Disparo de Jalibert y al final de la acción, penalti de Ramos, tras la sirena. Cuarenta y siete metros, ligeramente torcido. Un Stade de France en explosión. De eso se trata, de un Torneo de las Seis Naciones. En un Saint-Denis agitado, los Bleus lograron el doblete, venciendo a Inglaterra (48-46), tras el trofeo conquistado la temporada pasada. Por primera vez desde 2006-2007. Un éxito rotundo. Asombroso.
En este duelo de moretones, que necesitaban recuperar color después de grandes humillaciones, no lo vimos muy claro al principio. Para navegar por las camisas blancas de los ingleses y las celestes de los franceses, en homenaje al atuendo usado durante el primer Crunch de 1906, casi habrías necesitado gafas de sol.
Después de una ceremonia rápida y gentil que celebró los 120 años de esta rivalidad, los Blues con sus dorsales pálidos pusieron en sus gestos y actitudes toda la intensidad que les faltaba en Escocia. Sufriendo y dominando inicialmente los ataques ingleses, abandonaron su palco en cuanto pudieron. Infierno. Del más rápido de todos, Louis Bielle-Biarrey.
El extremo del Bordeaux-Bègles, desplazado a la banda izquierda tras un pequeño tiro raso de su lateral Thomas Ramos, volvió a poner todo por delante para rematar detrás de la portería (7-0, 7º). El comienzo de un serio mano a mano. Porque en este juego trepidante los tiros eran devueltos inmediatamente.
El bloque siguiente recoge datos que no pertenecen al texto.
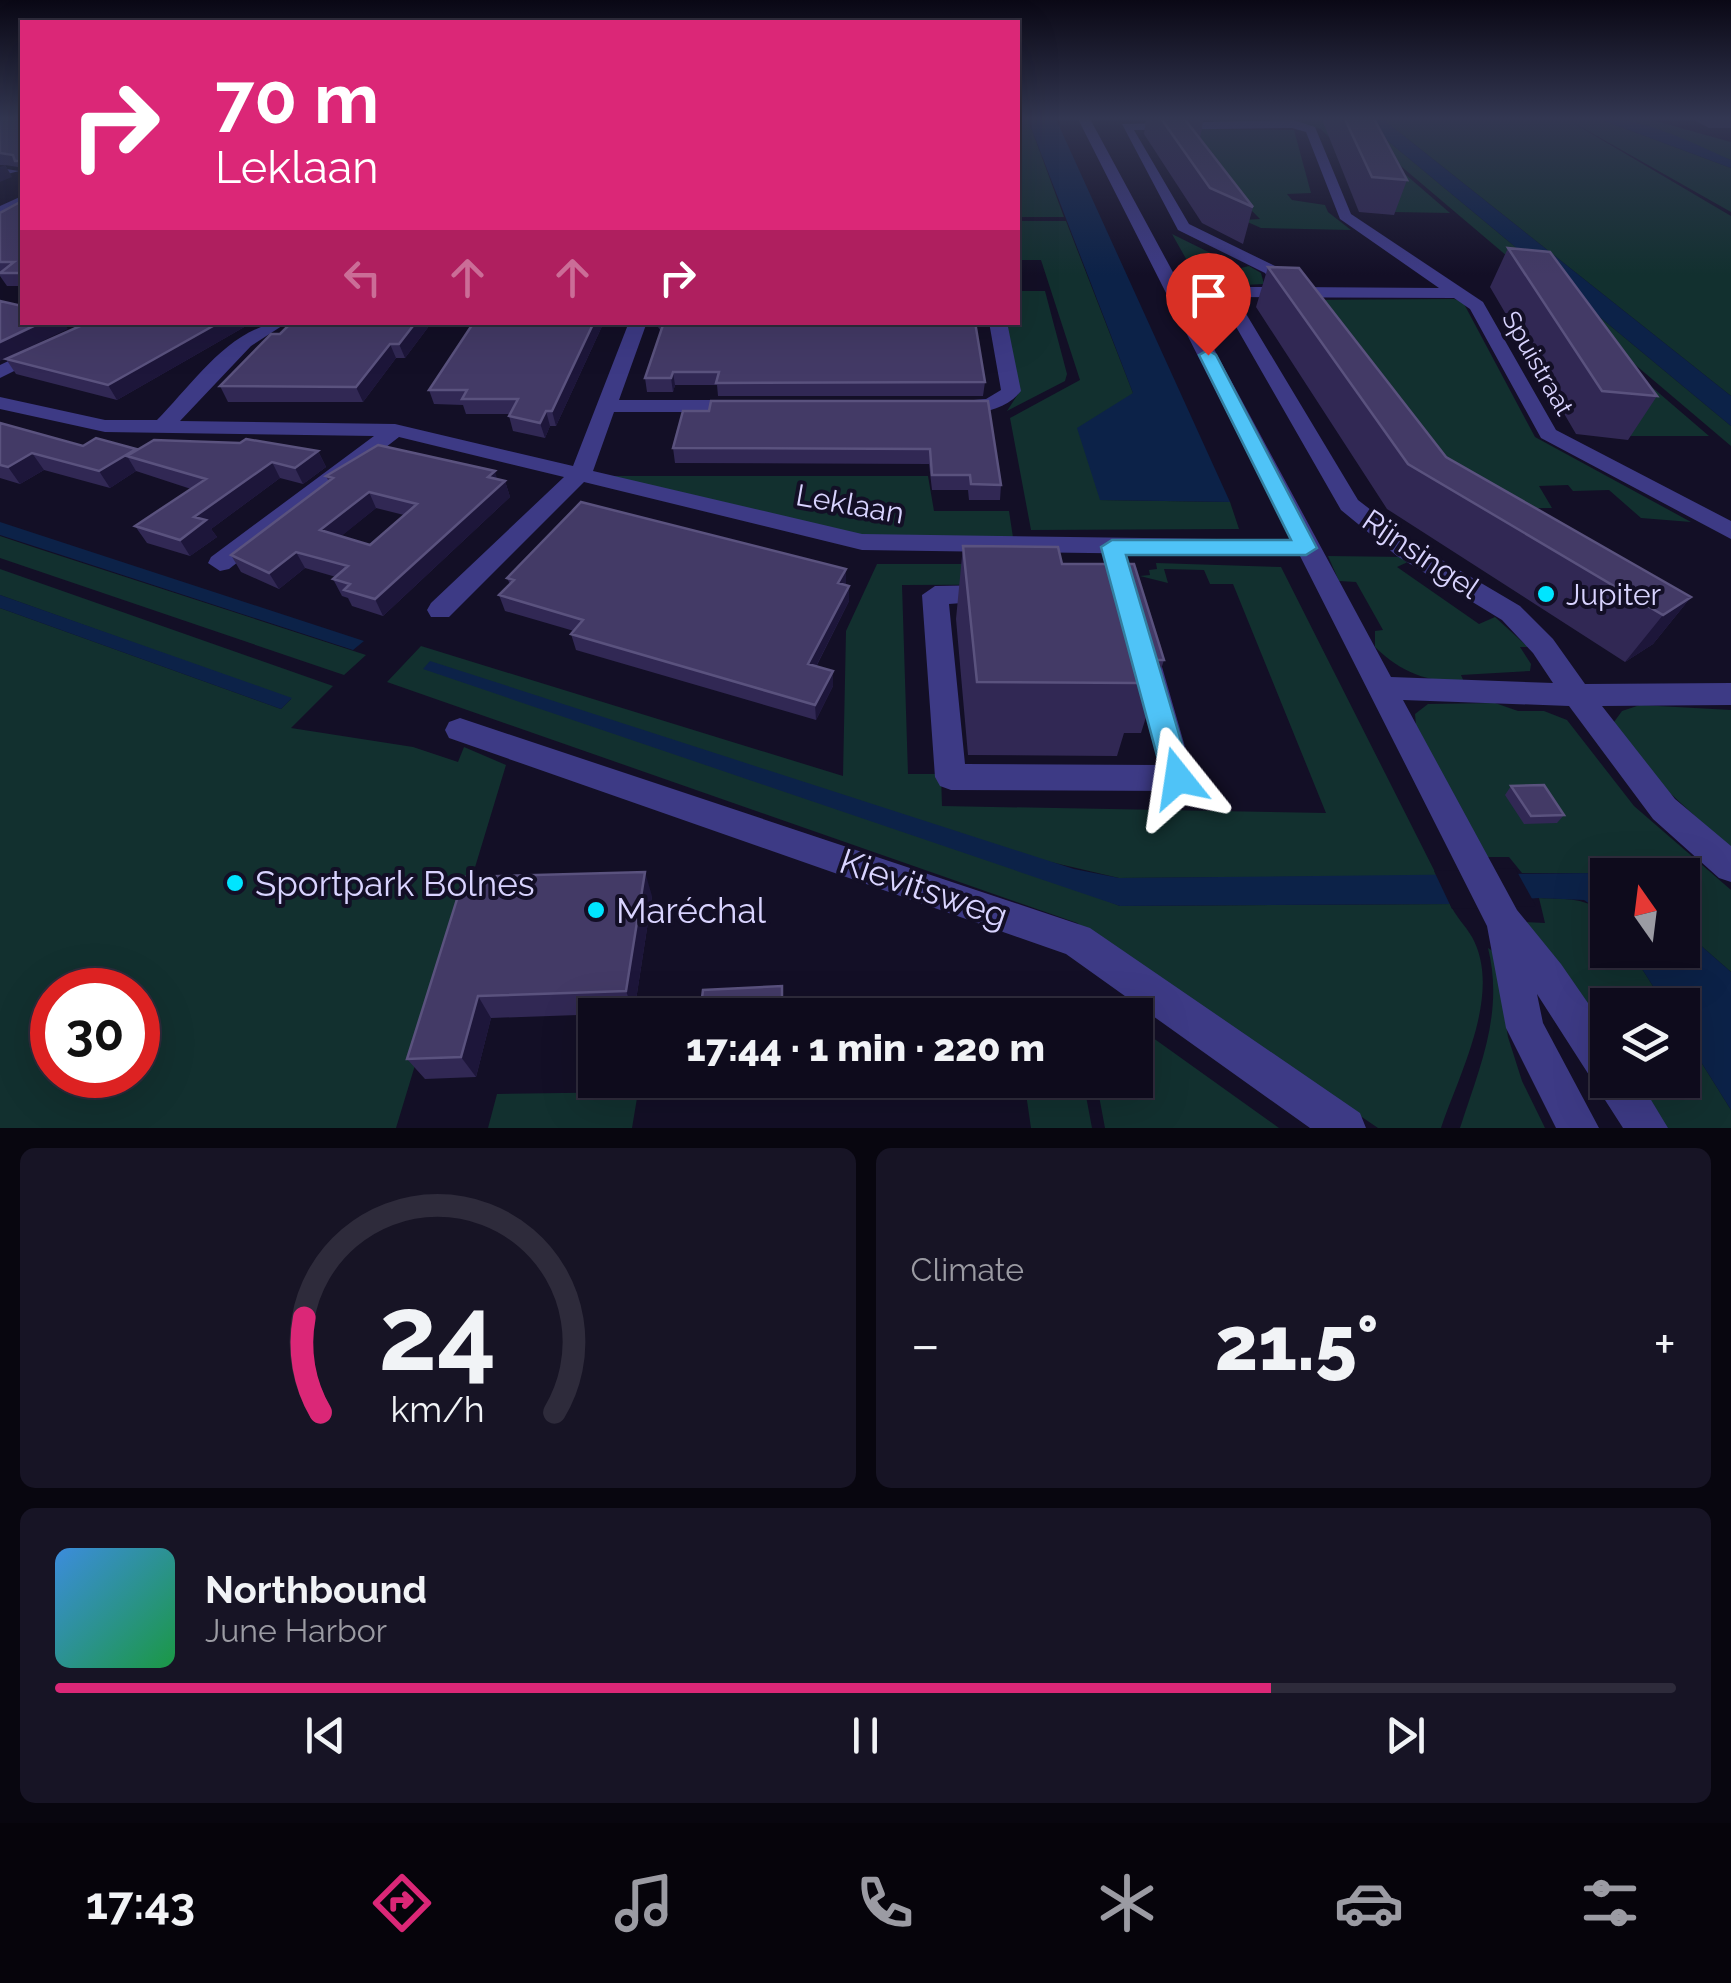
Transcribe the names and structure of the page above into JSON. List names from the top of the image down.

Louis Bielle-Biarrey, una vez más, destacó con un disparo desde el primer gol Matthieu Jalibert, duplicó la ventaja (14-5, 13º), elevando, después de dos intentos más en la segunda mitad, su mejor marca personal a 29 con la camiseta de Francia XV, a sólo 11 puntos de Damian Penaud, primero de la clase, expulsado antes del inicio del Torneo por Fabien Galthié.
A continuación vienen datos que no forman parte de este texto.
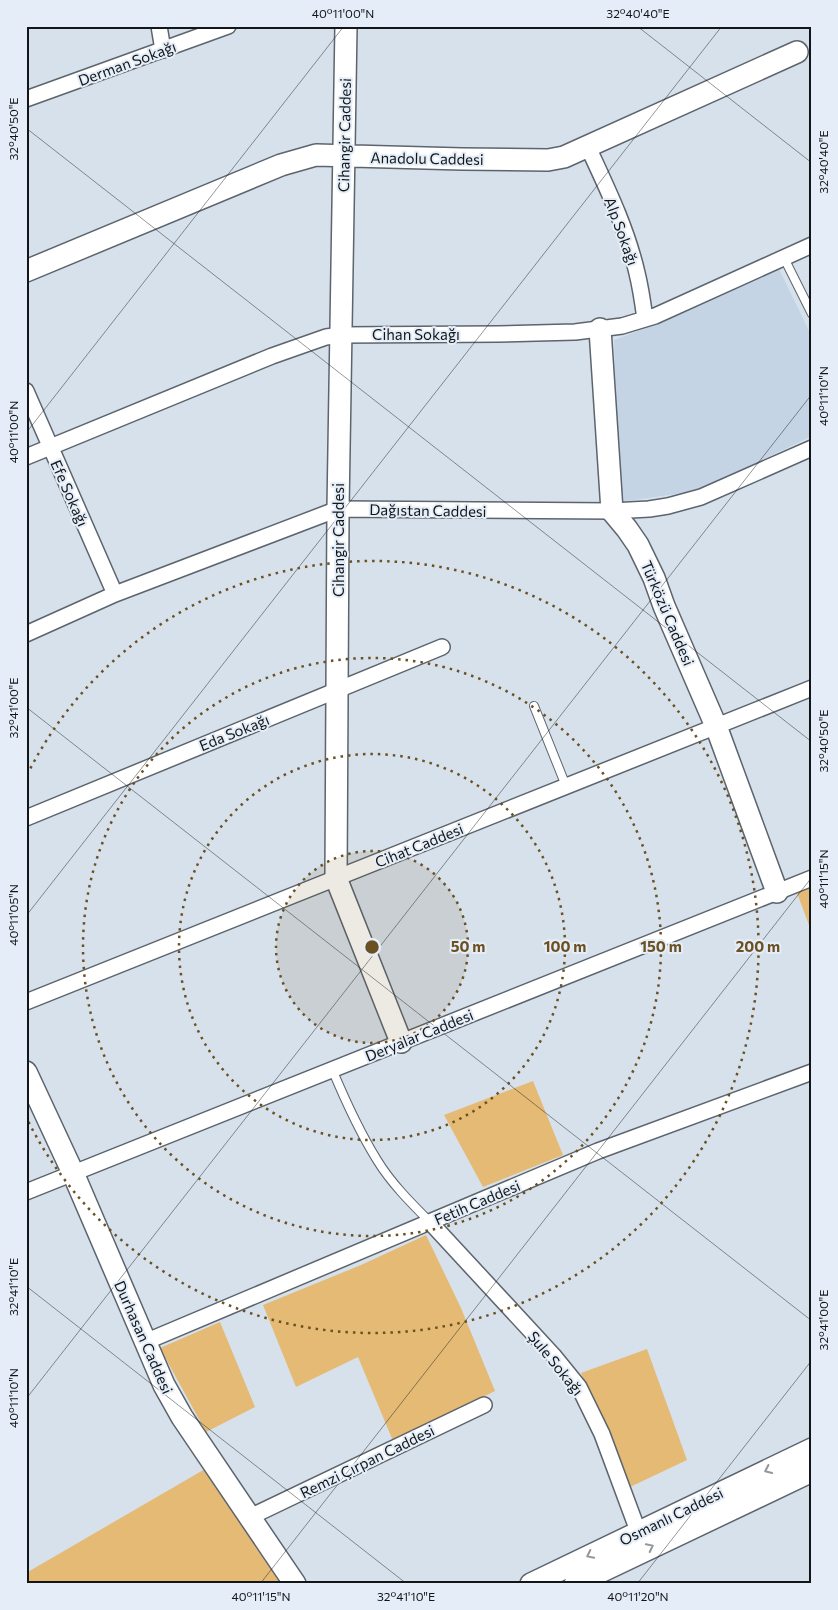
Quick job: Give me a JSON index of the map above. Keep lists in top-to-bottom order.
{
  "streets": {
    "street": [
      "Derman Sokağı",
      "Cihangir Caddesi",
      "Anadolu Caddesi",
      "Alp Sokağı",
      "Cihan Sokağı",
      "Efe Sokağı",
      "Dağıstan Caddesi",
      "Türközü Caddesi",
      "Eda Sokağı",
      "Cihat Caddesi",
      "Deryalar Caddesi",
      "Fetih Caddesi",
      "Durhasan Caddesi",
      "Şule Sokağı",
      "Remzi Çırpan Caddesi",
      "Osmanlı Caddesi"
    ]
  },
  "crossings": [
    ["Cihangir Caddesi", "Anadolu Caddesi"],
    ["Cihangir Caddesi", "Cihan Sokağı"],
    ["Cihangir Caddesi", "Dağıstan Caddesi"],
    ["Cihangir Caddesi", "Eda Sokağı"],
    ["Cihangir Caddesi", "Cihat Caddesi"],
    ["Cihangir Caddesi", "Deryalar Caddesi"],
    ["Anadolu Caddesi", "Alp Sokağı"],
    ["Alp Sokağı", "Cihan Sokağı"],
    ["Cihan Sokağı", "Efe Sokağı"],
    ["Efe Sokağı", "Dağıstan Caddesi"],
    ["Dağıstan Caddesi", "Türközü Caddesi"],
    ["Türközü Caddesi", "Cihat Caddesi"],
    ["Türközü Caddesi", "Deryalar Caddesi"],
    ["Deryalar Caddesi", "Durhasan Caddesi"],
    ["Fetih Caddesi", "Durhasan Caddesi"],
    ["Fetih Caddesi", "Şule Sokağı"],
    ["Durhasan Caddesi", "Remzi Çırpan Caddesi"],
    ["Şule Sokağı", "Osmanlı Caddesi"]
  ],
  "coordinates": [
    "40°11'00\"N",
    "32°40'40\"E",
    "32°40'50\"E",
    "40°11'10\"N",
    "32°41'00\"E",
    "40°11'15\"N",
    "40°11'05\"N",
    "32°41'10\"E",
    "40°11'20\"N"
  ],
  "rings": [
    "50 m",
    "100 m",
    "150 m",
    "200 m"
  ]
}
Demasiado lento en defensa
Si estos Tricolores molestos mostraron algo de picante en ataque, por otro lado dejaron demasiado espacio en defensa. Porque el XV de la Rose se infiltró en su retaguardia con demasiada facilidad. Un equipo inglés también golpeó con orgullo, perdiendo en los últimos tres partidos ante los escoceses (31-20), ante los irlandeses en Twickenham (21-42) y luego en Roma la semana pasada, con la primera derrota de su historia contra Italia (23-18). Un equipo rebelde, pero inevitablemente falto de confianza. La prueba es que no pudo mantener la ventaja adquirida en este primer período intenso.
Los Bleus, por su parte, tuvieron el mérito de permanecer siempre en la carrera, beneficiándose de un try de penalti procedente de un maul colapsado justo antes del descanso (24-27, 40), y luego tomando ventaja al regresar del vestuario y pareciendo desestabilizar definitivamente a sus oponentes con un try del extremo de Pau Théo Attissogbe después de una serie de pases dignos de la NBA y un penalti ejecutado rápidamente (38-27, 49). No sucedió. Porque estos Tricolori son decididamente desmenuzables y dejan municiones en la calle como en la interceptación victoriosa del segunda línea Ollie Chessum (51). Por lo tanto, se vieron bajo presión hasta el final.
Quedan pocos partidos por calibrar antes del Mundial
Suficiente para alimentar algunas dudas. Porque un año y medio antes del Mundial de Australia (del 1 de octubre al 13 de noviembre de 2027), no podemos decir que sepamos mucho más sobre esta Francia. Más juguetones que el otoño pasado, cuando sufrieron la ley de los sudafricanos (17-32) en este mismo césped de Saint-Denis, pero capaces de derrumbarse en Escocia (50-40) como nunca lo habían hecho en seis años bajo la era Galthié (4 tries concedidos en 20 minutos en Edimburgo).
Ciertamente no quedan muchos partidos para comparar de aquí al Mundial. Una primera mitad del Campeonato de Naciones de este verano, con un XV francés inevitablemente reorganizado contra los All Blacks en Nueva Zelanda el 4 de julio, una semana después de la final del Top 14. Luego toda una temporada. Eso es todo.